Exercise brief — The lines to return are those below that contain the word "edges".
___ Given entries
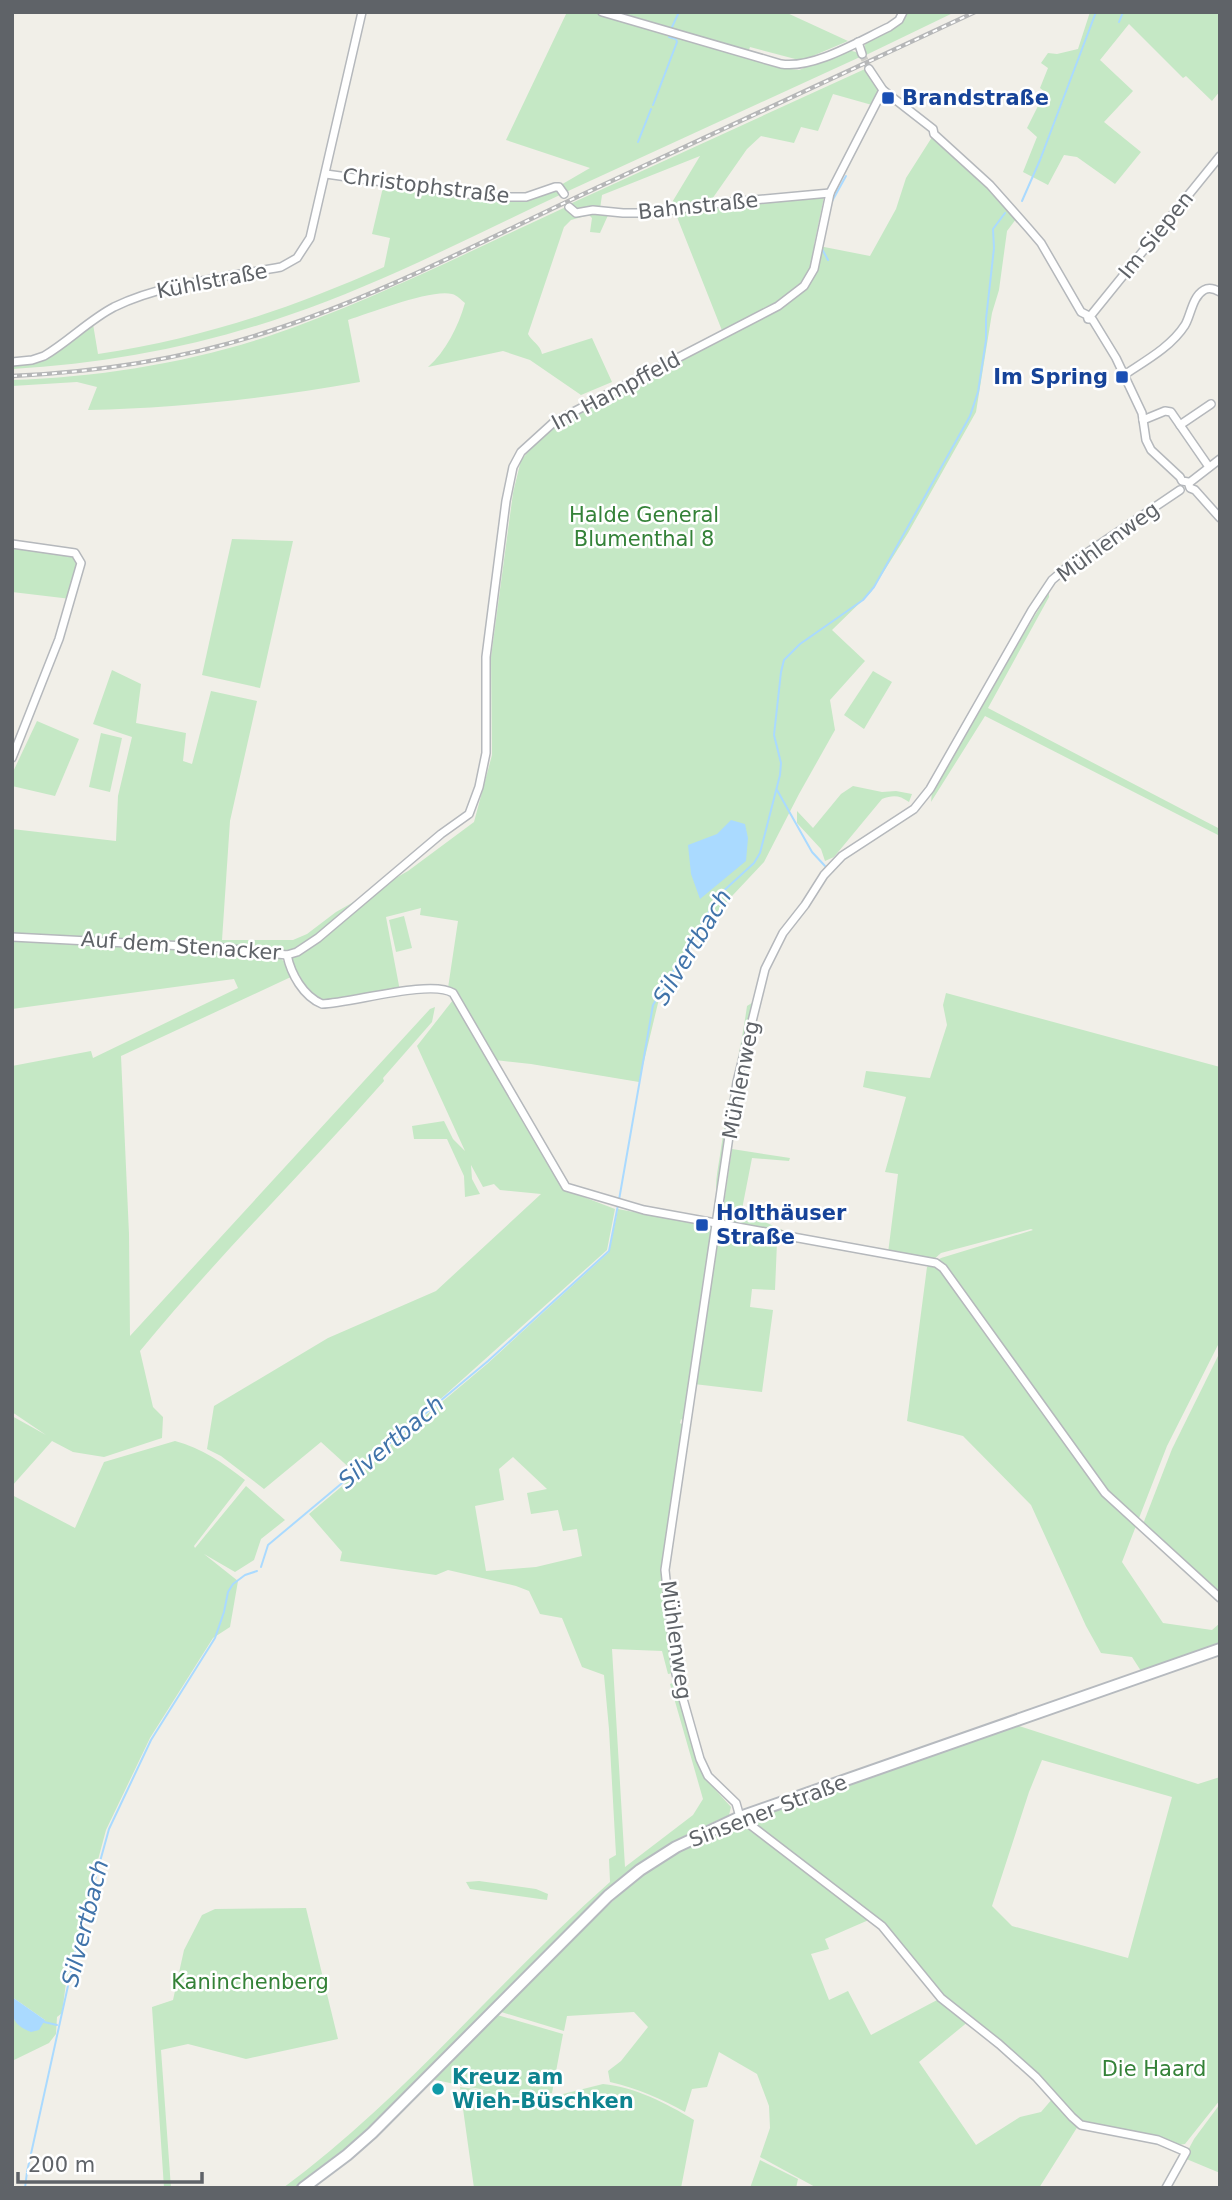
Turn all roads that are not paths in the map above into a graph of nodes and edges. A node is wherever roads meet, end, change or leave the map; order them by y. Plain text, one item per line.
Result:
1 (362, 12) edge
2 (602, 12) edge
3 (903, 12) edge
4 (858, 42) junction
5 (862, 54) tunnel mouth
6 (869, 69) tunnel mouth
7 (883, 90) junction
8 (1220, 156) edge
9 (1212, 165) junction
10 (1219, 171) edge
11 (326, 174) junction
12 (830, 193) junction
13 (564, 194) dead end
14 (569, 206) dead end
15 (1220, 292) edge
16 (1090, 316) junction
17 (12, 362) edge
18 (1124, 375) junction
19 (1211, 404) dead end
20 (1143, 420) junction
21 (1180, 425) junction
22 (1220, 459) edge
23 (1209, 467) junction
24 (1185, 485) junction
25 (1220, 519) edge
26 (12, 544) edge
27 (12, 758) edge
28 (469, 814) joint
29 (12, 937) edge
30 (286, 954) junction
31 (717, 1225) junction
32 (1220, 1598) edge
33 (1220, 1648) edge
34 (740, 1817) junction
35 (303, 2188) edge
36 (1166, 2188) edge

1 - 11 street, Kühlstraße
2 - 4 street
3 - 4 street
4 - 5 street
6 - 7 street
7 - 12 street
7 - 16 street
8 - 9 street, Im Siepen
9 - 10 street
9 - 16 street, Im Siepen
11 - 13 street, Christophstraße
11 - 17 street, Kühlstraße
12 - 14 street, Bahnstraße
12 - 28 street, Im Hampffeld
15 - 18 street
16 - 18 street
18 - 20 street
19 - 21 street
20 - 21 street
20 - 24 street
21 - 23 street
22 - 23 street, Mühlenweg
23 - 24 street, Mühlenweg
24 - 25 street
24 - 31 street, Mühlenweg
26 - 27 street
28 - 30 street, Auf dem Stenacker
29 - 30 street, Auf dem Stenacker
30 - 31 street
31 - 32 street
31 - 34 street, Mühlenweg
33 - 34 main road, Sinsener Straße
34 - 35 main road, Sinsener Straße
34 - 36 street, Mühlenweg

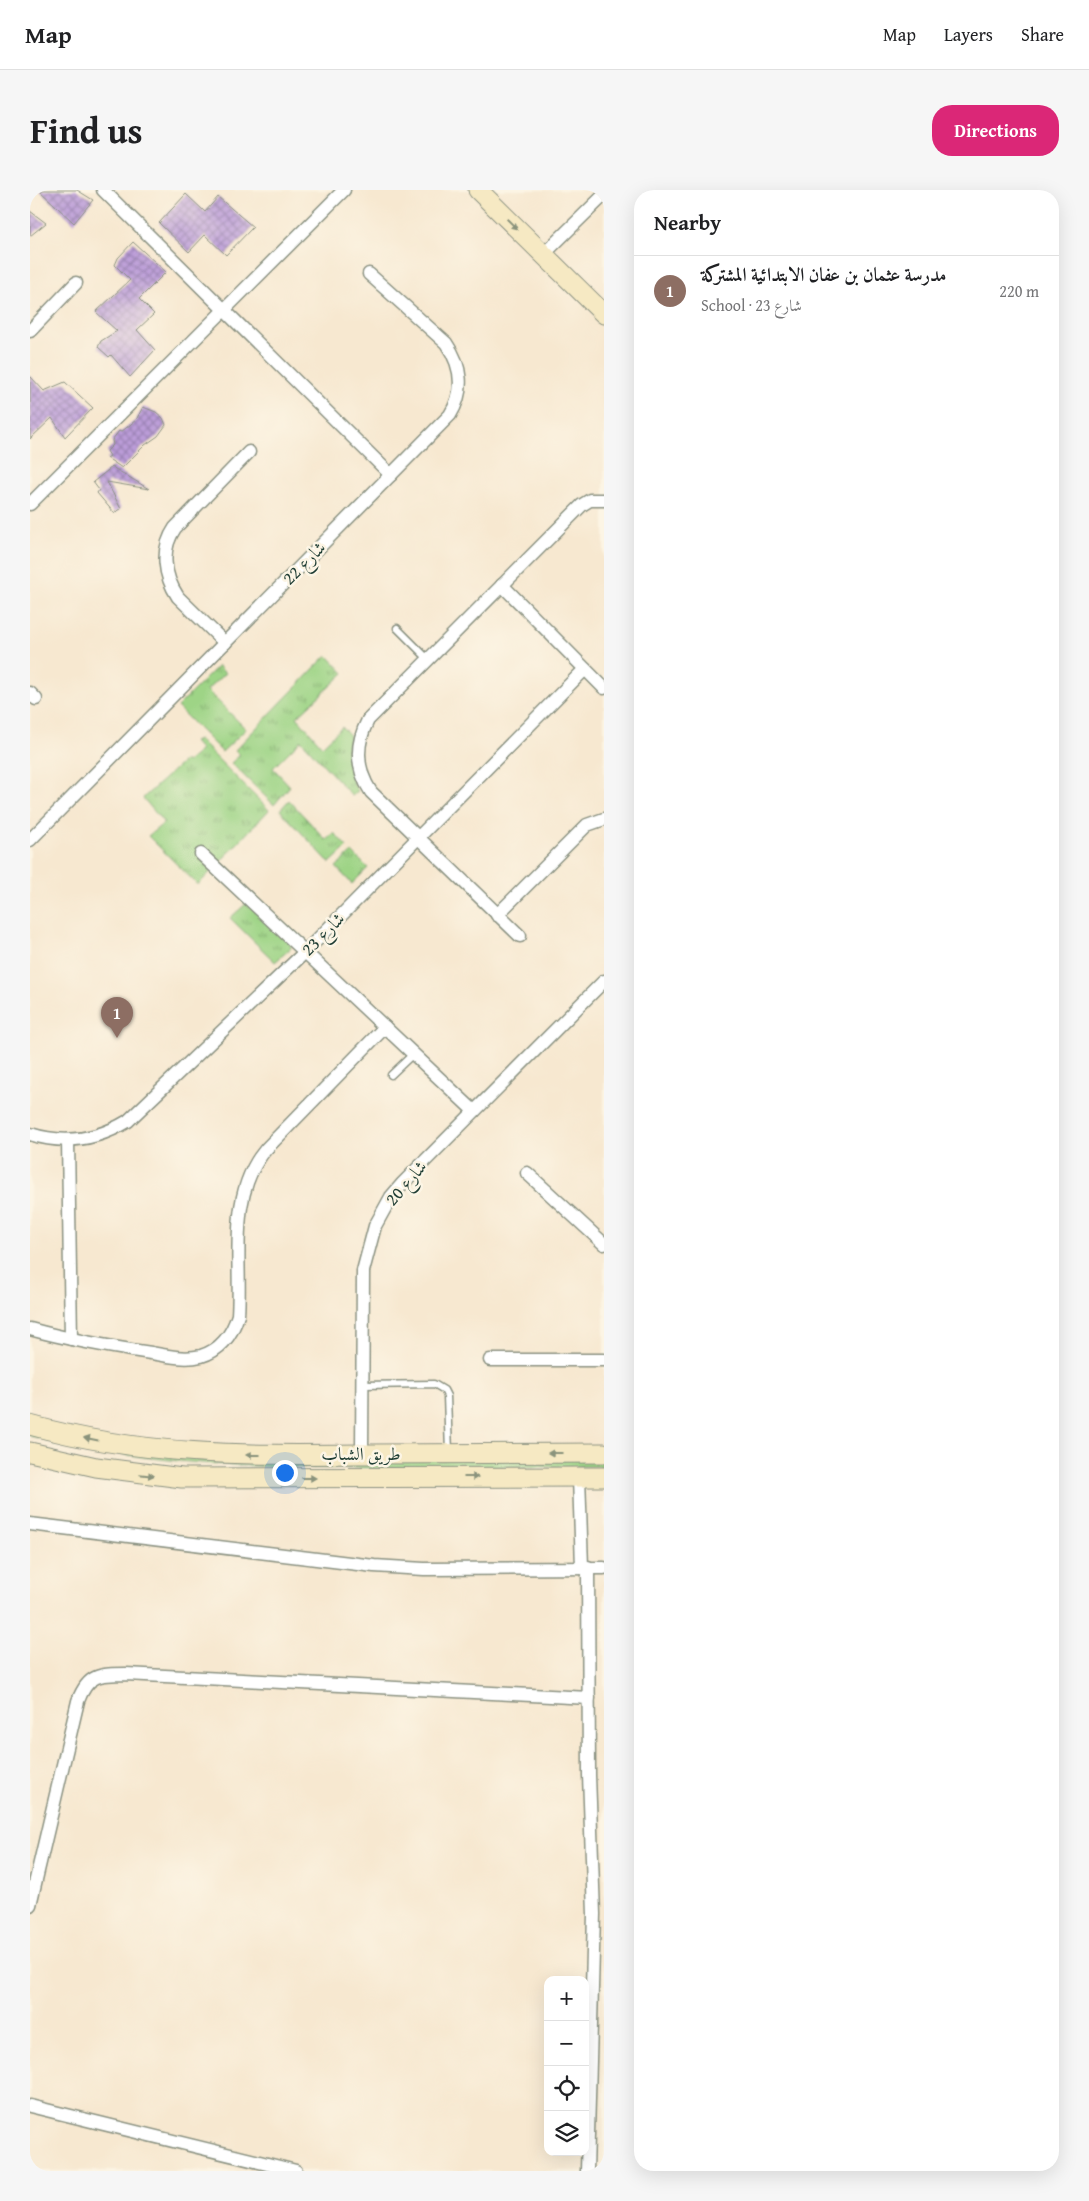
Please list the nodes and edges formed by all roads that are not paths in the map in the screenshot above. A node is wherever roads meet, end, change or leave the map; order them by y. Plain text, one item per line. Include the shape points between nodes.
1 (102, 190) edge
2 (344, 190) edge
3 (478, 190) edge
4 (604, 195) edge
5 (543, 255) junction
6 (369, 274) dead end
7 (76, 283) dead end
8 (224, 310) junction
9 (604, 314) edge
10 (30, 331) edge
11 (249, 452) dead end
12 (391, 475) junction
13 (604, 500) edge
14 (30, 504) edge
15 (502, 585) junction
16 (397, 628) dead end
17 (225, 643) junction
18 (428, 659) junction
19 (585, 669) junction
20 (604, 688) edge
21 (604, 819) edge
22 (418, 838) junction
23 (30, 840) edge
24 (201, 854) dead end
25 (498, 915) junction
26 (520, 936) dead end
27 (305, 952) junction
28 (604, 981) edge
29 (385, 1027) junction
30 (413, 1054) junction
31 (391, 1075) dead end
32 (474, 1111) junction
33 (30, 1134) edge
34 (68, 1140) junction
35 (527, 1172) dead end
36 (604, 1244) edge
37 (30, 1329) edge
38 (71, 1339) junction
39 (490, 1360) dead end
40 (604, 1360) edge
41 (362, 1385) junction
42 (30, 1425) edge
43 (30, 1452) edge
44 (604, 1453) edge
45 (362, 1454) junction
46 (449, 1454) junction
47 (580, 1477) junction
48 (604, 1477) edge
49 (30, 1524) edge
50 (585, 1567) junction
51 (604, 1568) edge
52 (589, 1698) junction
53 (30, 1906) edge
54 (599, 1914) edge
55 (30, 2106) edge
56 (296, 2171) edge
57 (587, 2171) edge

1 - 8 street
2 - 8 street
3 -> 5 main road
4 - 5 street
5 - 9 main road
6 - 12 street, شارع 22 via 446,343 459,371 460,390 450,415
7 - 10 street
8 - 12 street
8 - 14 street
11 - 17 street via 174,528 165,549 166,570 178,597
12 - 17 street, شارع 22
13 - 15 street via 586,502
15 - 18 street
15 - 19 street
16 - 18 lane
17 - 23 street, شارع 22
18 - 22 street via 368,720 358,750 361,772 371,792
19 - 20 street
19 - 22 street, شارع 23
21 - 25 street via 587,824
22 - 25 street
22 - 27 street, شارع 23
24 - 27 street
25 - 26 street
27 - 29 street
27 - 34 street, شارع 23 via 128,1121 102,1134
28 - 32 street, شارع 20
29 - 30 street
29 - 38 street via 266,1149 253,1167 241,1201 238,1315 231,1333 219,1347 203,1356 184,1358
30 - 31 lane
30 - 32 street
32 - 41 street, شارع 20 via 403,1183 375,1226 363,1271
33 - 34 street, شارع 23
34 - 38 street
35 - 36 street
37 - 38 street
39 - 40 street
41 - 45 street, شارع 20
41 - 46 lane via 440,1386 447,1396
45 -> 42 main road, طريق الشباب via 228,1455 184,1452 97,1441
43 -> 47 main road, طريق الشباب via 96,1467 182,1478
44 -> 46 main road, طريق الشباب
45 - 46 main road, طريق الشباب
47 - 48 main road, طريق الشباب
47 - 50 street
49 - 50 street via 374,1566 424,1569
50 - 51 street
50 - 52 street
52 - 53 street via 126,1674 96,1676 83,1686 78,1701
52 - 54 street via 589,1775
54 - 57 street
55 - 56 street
______
Expected answer —
Turn all roads that are not paths in the map above into a graph of nodes and edges. A node is wherever roads meet, end, change or leave the map; order them by y. Plain text, one item per line.
Please list the nodes and edges formed by all roads that are not paths in the map in the screenshot above. A node is wherever roads meet, end, change or leave the map; order them by y. Plain text, one item per line. Include the shape points between nodes.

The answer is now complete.